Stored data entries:
= = = = = = =

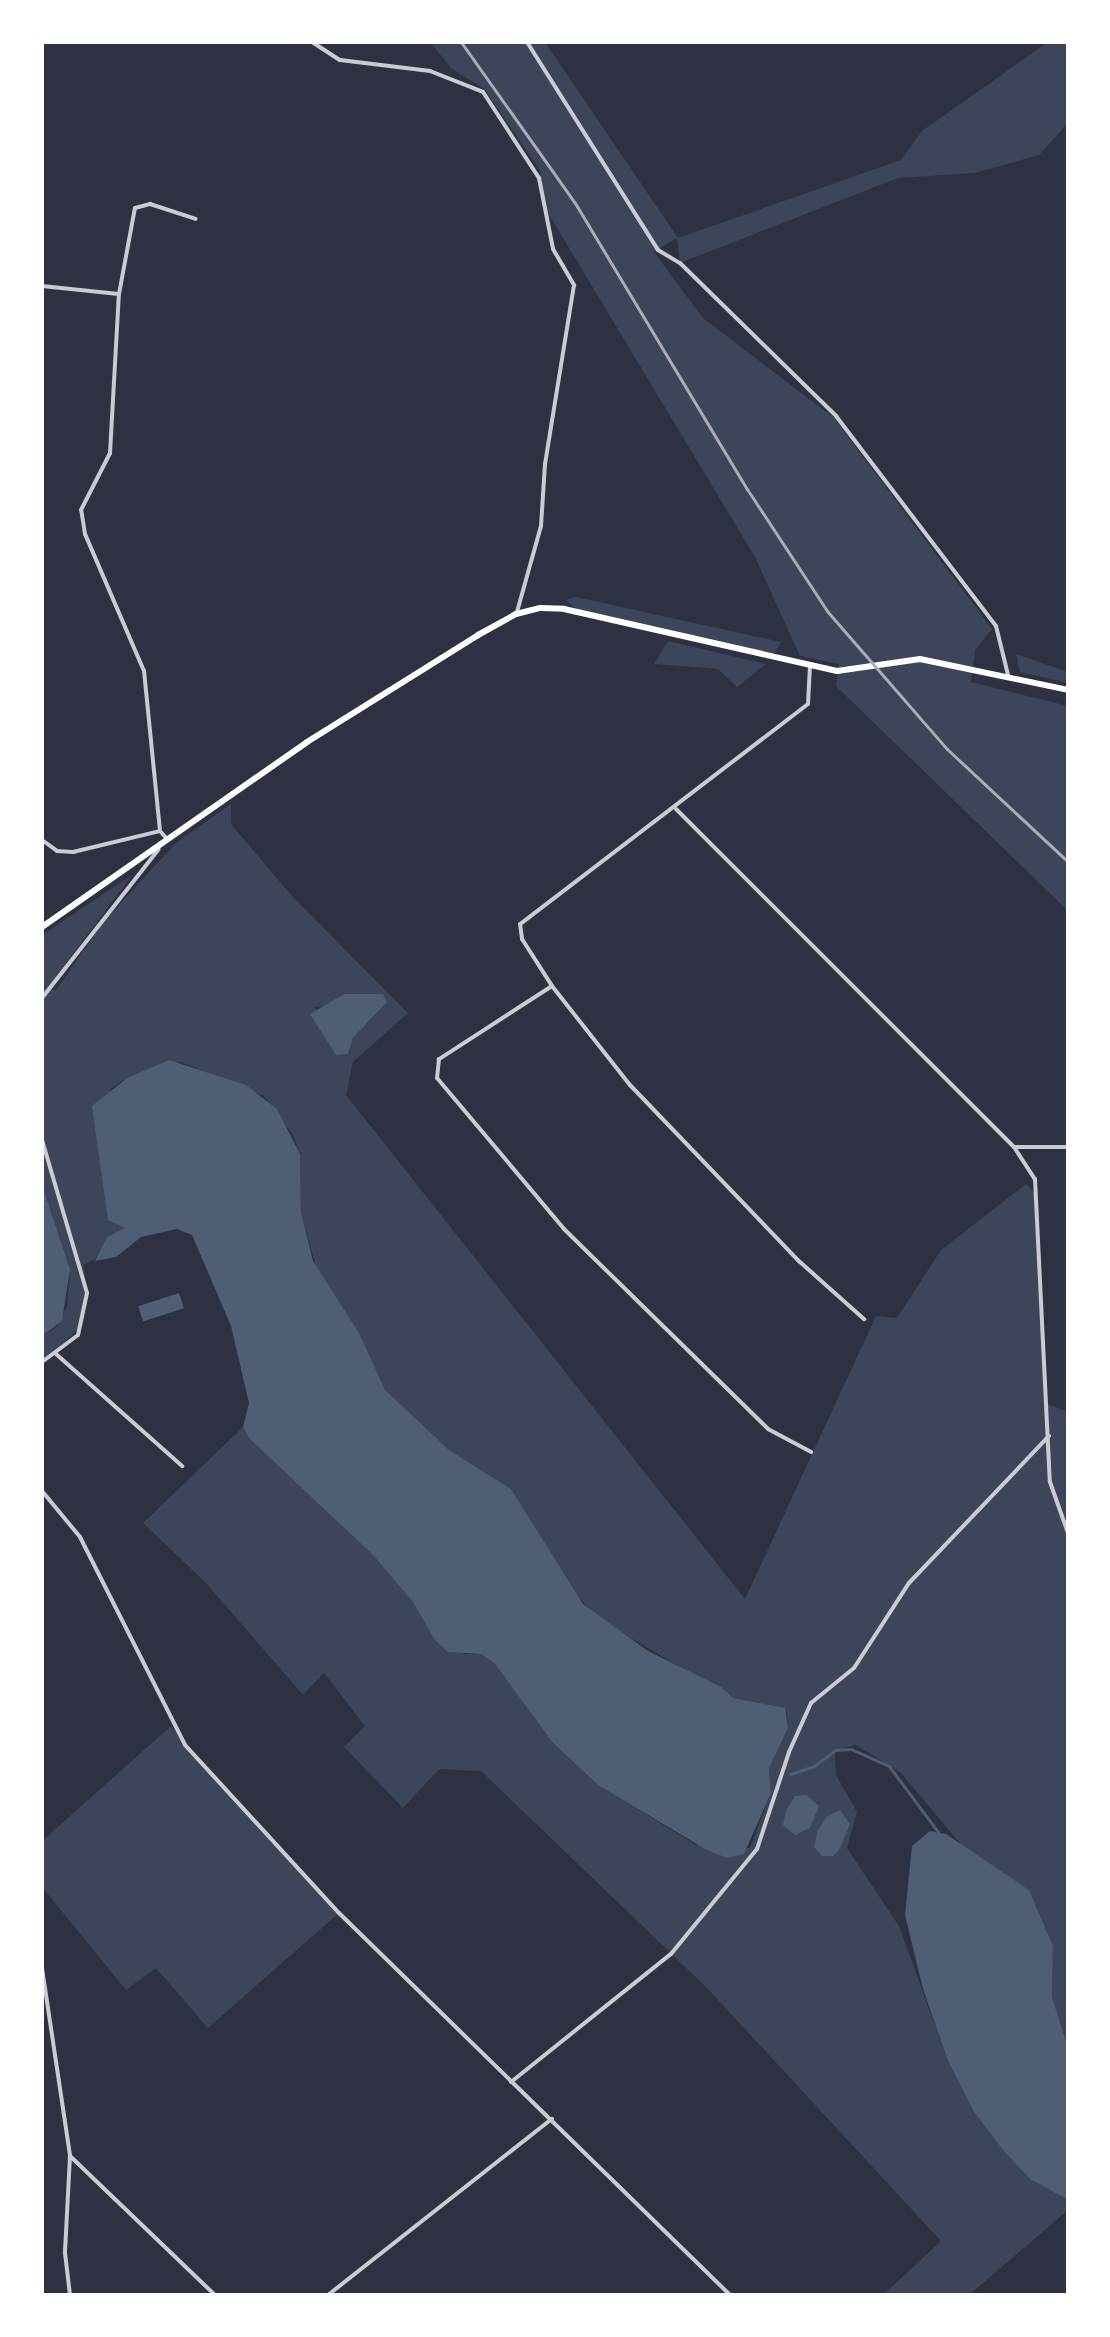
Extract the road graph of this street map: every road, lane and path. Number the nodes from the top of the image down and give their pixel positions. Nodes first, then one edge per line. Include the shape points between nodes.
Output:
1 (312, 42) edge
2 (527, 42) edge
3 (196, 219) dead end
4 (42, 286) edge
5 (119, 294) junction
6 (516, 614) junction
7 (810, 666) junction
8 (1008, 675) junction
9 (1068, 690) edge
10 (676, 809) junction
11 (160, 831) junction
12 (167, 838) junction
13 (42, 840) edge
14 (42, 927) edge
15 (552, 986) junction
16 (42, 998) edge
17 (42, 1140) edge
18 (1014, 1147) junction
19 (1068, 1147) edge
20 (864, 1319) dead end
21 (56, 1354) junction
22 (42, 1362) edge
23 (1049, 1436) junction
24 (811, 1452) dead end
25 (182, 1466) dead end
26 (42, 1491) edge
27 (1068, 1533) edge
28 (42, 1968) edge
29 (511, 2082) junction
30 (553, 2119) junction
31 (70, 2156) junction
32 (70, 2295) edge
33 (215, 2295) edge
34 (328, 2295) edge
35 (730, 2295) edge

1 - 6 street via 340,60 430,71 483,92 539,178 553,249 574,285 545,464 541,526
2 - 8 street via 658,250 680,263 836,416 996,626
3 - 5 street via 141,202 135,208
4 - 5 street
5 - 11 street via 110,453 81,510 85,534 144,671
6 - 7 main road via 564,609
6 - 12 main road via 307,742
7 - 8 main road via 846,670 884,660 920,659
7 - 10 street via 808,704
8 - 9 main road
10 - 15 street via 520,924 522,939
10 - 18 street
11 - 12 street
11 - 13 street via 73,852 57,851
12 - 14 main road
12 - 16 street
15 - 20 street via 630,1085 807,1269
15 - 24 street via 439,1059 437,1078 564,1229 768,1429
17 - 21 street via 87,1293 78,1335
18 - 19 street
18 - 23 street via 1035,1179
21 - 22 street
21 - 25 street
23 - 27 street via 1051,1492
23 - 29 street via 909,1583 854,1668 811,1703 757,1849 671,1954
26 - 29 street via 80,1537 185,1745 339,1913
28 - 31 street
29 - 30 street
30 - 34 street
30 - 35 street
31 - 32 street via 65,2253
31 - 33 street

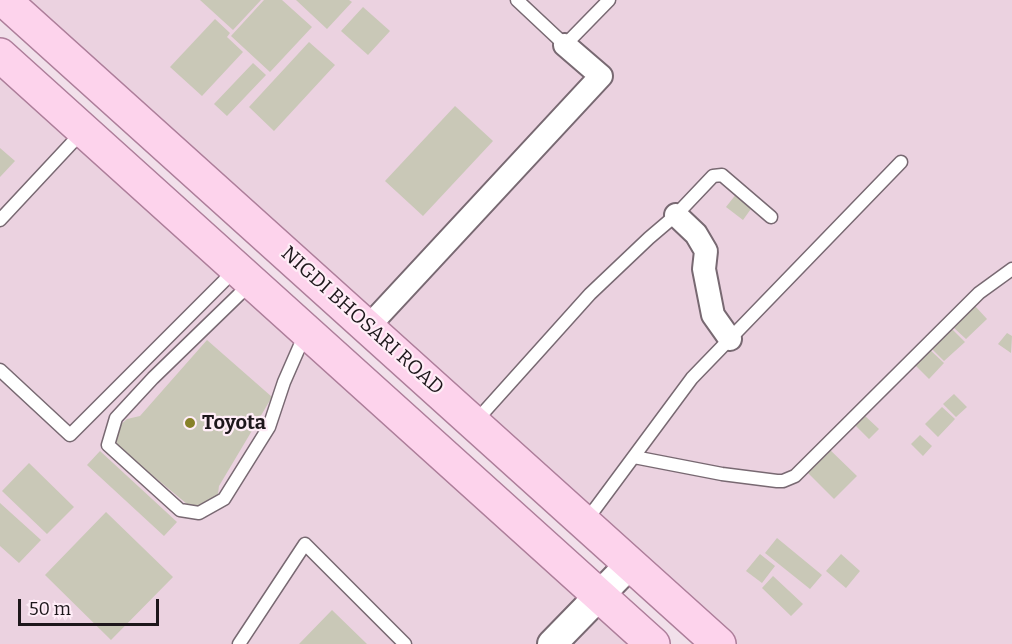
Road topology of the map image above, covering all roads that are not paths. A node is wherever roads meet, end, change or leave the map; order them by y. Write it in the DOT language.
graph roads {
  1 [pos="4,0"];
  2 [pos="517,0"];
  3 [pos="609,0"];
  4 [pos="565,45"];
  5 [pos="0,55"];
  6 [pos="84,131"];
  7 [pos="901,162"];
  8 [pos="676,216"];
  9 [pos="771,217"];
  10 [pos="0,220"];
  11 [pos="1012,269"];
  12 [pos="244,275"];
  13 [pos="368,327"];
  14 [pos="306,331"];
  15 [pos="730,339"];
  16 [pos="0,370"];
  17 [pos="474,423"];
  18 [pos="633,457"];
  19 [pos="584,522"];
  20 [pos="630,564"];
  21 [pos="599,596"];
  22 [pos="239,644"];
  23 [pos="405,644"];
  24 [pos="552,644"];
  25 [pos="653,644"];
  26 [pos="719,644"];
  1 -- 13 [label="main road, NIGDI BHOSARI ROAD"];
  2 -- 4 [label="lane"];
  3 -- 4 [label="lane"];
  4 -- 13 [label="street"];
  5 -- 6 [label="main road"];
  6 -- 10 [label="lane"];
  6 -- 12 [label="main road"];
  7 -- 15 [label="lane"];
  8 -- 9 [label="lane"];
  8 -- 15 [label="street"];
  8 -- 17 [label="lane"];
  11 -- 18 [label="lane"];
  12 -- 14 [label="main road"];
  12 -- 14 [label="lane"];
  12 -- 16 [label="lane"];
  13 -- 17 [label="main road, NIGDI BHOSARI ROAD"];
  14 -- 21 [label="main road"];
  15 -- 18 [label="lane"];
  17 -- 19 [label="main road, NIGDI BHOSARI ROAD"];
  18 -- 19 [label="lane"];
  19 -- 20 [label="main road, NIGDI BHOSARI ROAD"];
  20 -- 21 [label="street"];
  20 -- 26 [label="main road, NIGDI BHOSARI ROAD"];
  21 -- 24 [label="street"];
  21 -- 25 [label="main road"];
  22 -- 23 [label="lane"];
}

= = = = = = =

§ **GOAL OF THE EXERCISE**:
Give each record above back word for word, but carry over none of the pictures.

§ **SOLUTION TO THIS PROBLEM**:
Extract the road graph of this street map: every road, lane and path. Number the nodes from the top of the image down and give their pixel positions. Nodes first, then one edge per line. Include the shape points between nodes.
Output:
1 (312, 42) edge
2 (527, 42) edge
3 (196, 219) dead end
4 (42, 286) edge
5 (119, 294) junction
6 (516, 614) junction
7 (810, 666) junction
8 (1008, 675) junction
9 (1068, 690) edge
10 (676, 809) junction
11 (160, 831) junction
12 (167, 838) junction
13 (42, 840) edge
14 (42, 927) edge
15 (552, 986) junction
16 (42, 998) edge
17 (42, 1140) edge
18 (1014, 1147) junction
19 (1068, 1147) edge
20 (864, 1319) dead end
21 (56, 1354) junction
22 (42, 1362) edge
23 (1049, 1436) junction
24 (811, 1452) dead end
25 (182, 1466) dead end
26 (42, 1491) edge
27 (1068, 1533) edge
28 (42, 1968) edge
29 (511, 2082) junction
30 (553, 2119) junction
31 (70, 2156) junction
32 (70, 2295) edge
33 (215, 2295) edge
34 (328, 2295) edge
35 (730, 2295) edge

1 - 6 street via 340,60 430,71 483,92 539,178 553,249 574,285 545,464 541,526
2 - 8 street via 658,250 680,263 836,416 996,626
3 - 5 street via 141,202 135,208
4 - 5 street
5 - 11 street via 110,453 81,510 85,534 144,671
6 - 7 main road via 564,609
6 - 12 main road via 307,742
7 - 8 main road via 846,670 884,660 920,659
7 - 10 street via 808,704
8 - 9 main road
10 - 15 street via 520,924 522,939
10 - 18 street
11 - 12 street
11 - 13 street via 73,852 57,851
12 - 14 main road
12 - 16 street
15 - 20 street via 630,1085 807,1269
15 - 24 street via 439,1059 437,1078 564,1229 768,1429
17 - 21 street via 87,1293 78,1335
18 - 19 street
18 - 23 street via 1035,1179
21 - 22 street
21 - 25 street
23 - 27 street via 1051,1492
23 - 29 street via 909,1583 854,1668 811,1703 757,1849 671,1954
26 - 29 street via 80,1537 185,1745 339,1913
28 - 31 street
29 - 30 street
30 - 34 street
30 - 35 street
31 - 32 street via 65,2253
31 - 33 street

Road topology of the map image above, covering all roads that are not paths. A node is wherever roads meet, end, change or leave the map; order them by y. Write it in the DOT language.
graph roads {
  1 [pos="4,0"];
  2 [pos="517,0"];
  3 [pos="609,0"];
  4 [pos="565,45"];
  5 [pos="0,55"];
  6 [pos="84,131"];
  7 [pos="901,162"];
  8 [pos="676,216"];
  9 [pos="771,217"];
  10 [pos="0,220"];
  11 [pos="1012,269"];
  12 [pos="244,275"];
  13 [pos="368,327"];
  14 [pos="306,331"];
  15 [pos="730,339"];
  16 [pos="0,370"];
  17 [pos="474,423"];
  18 [pos="633,457"];
  19 [pos="584,522"];
  20 [pos="630,564"];
  21 [pos="599,596"];
  22 [pos="239,644"];
  23 [pos="405,644"];
  24 [pos="552,644"];
  25 [pos="653,644"];
  26 [pos="719,644"];
  1 -- 13 [label="main road, NIGDI BHOSARI ROAD"];
  2 -- 4 [label="lane"];
  3 -- 4 [label="lane"];
  4 -- 13 [label="street"];
  5 -- 6 [label="main road"];
  6 -- 10 [label="lane"];
  6 -- 12 [label="main road"];
  7 -- 15 [label="lane"];
  8 -- 9 [label="lane"];
  8 -- 15 [label="street"];
  8 -- 17 [label="lane"];
  11 -- 18 [label="lane"];
  12 -- 14 [label="main road"];
  12 -- 14 [label="lane"];
  12 -- 16 [label="lane"];
  13 -- 17 [label="main road, NIGDI BHOSARI ROAD"];
  14 -- 21 [label="main road"];
  15 -- 18 [label="lane"];
  17 -- 19 [label="main road, NIGDI BHOSARI ROAD"];
  18 -- 19 [label="lane"];
  19 -- 20 [label="main road, NIGDI BHOSARI ROAD"];
  20 -- 21 [label="street"];
  20 -- 26 [label="main road, NIGDI BHOSARI ROAD"];
  21 -- 24 [label="street"];
  21 -- 25 [label="main road"];
  22 -- 23 [label="lane"];
}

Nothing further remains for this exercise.